Julia Clarke on the Lairig Mor, West Highland Way
Julia Clarke

Julia is an avid camper and enjoys frequent adventures with her tent in tow. Whether its a spot of car camping or wild camping in the Scottish mountains, she's in her element under canvas. As one of our main gear experts, she's tested her fair share of camping stoves, from large double-burners to tiny backpacking stoves.

Vango Combi IR Grill Compact: first impressions

If you’re looking for a budget-friendly but reliable solution to cooking for a crowd at camp, look no further than the Vango Combi IR Grill Compact. I received a sample of this double-burner stove with grill from Outdoor World Direct and am loving it now the warmer weather has arrived. With two burners over a surface area of nearly 19in x 11in, I could cook with two large pots or skillets, as well as the infrared grill underneath. All three are powered by one ignition switch and provide a good heat source with decent fuel efficiency too.


• List price: £90
Fuel type: Butane
Ignition: Auto Piezo
• Weight: 8.5lbs / 3.87kg
• Packed size: 23.4 x 5.7 x 13.5in /  59.5 x 14.5 x 34.5cm 

Powered by a butane gas bottle, once this was hooked up I could set it on any surface thanks to its anti-slip feet and get cooking.
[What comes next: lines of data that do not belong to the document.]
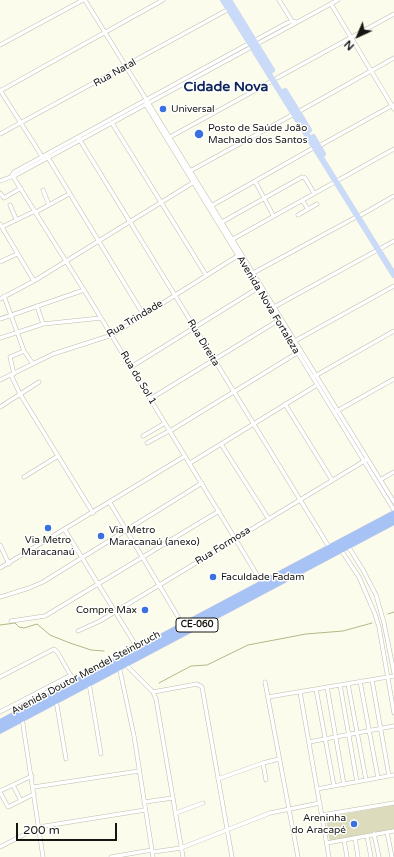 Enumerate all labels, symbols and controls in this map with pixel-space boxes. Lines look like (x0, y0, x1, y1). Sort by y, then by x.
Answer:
north arrow (338, 16, 378, 56)
text: N (342, 37, 357, 53)
street label: Rua Natal (92, 56, 138, 90)
district label: Cidade Nova (184, 79, 268, 95)
place label: Universal (171, 103, 215, 115)
marker: Universal (158, 104, 168, 114)
place label: Posto de Saúde João Machado dos Santos (208, 122, 307, 146)
marker: Posto de Saúde João Machado dos Santos (193, 128, 205, 140)
street label: Avenida Nova Fortaleza (234, 254, 302, 356)
street label: Rua Trindade (105, 298, 165, 340)
street label: Rua Direita (184, 317, 222, 369)
street label: Rua do Sol 1 (117, 349, 159, 407)
marker: Via Metro Maracanaú (43, 523, 53, 533)
place label: Via Metro Maracanaú (anexo) (109, 524, 200, 548)
street label: Rua Formosa (193, 524, 253, 568)
marker: Via Metro Maracanaú (anexo) (96, 531, 106, 541)
place label: Via Metro Maracanaú (21, 534, 75, 558)
place label: Faculdade Fadam (221, 571, 304, 583)
marker: Faculdade Fadam (208, 572, 218, 582)
place label: Compre Max (76, 604, 137, 616)
marker: Compre Max (140, 605, 150, 615)
road number: CE-060 (176, 618, 218, 632)
street label: Avenida Doutor Mendel Steinbruch (10, 629, 162, 717)
place label: Areninha do Aracapé (291, 812, 346, 836)
scale bar (18, 815, 119, 841)
marker: Areninha do Aracapé (349, 819, 359, 829)
text: 200 m (23, 823, 60, 837)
The lid provides some wind protection, but it doesn’t have side panels so if you’re cooking on a gusty day you’ll want to hang a tarp or find a sheltered area. 

When finished cooking, it cools quickly and is really easy to clean. To pack it up, I just had to close the lid, fasten the latches and I was able to carry it under one arm back to the car. I found the plastic locking latches a bit fiddly at first and they seem a bit cheap, plus we’d love a carrying handle, but for the price you really get a lot for your money here.

Vango Combi IR Grill Compact: in the field 

Vango Combi IR Grill Compact

The grill comes with an easy to detach chrome handle for super easy toast or bacon (Image credit: Julia Clarke)

I was getting a bit worried I’d never get to test this camping stove out then suddenly summer arrived in Scotland and we’ve had it out at the beach and the back garden for some family feasts.

Here’s how it performed:

Cooking capacity

I’ve never really owned a big camping stove, so I barely knew what to do with myself when I suddenly had two burners and a grill. The stove is big enough that we were able to cook on it using a medium-sized pot and a large skillet at the same time which meant we could feast on sausages and pasta and enjoy some very happy kids. The grill pan isn’t huge, but it can easily do a slice of toast or just manage two slices of bacon.

Both burners and the grill get good heat going straight away, and it doesn’t seem to really burn through the fuel either.

Vango Combi IR Grill Compact

One ignition lights all three elements (Image credit: Julia Clarke)

Weight and packability

At less than four kilograms, this is definitely on the lighter end of double-burner stoves and though I wouldn’t want to carry it for miles, I was happy enough to carry it under my arm on the half mile or so walk from the van to the beach.

It’s small enough when it’s packed away to easily slide behind the seats of the car and takes up hardly any room in the trunk, and it’s not even that crazy to carry it underarm or on the train – however it doesn’t have a carrying handle and I wish it did because it’s about briefcase sized and I’d be more likely to cart it to the park nearby if it did.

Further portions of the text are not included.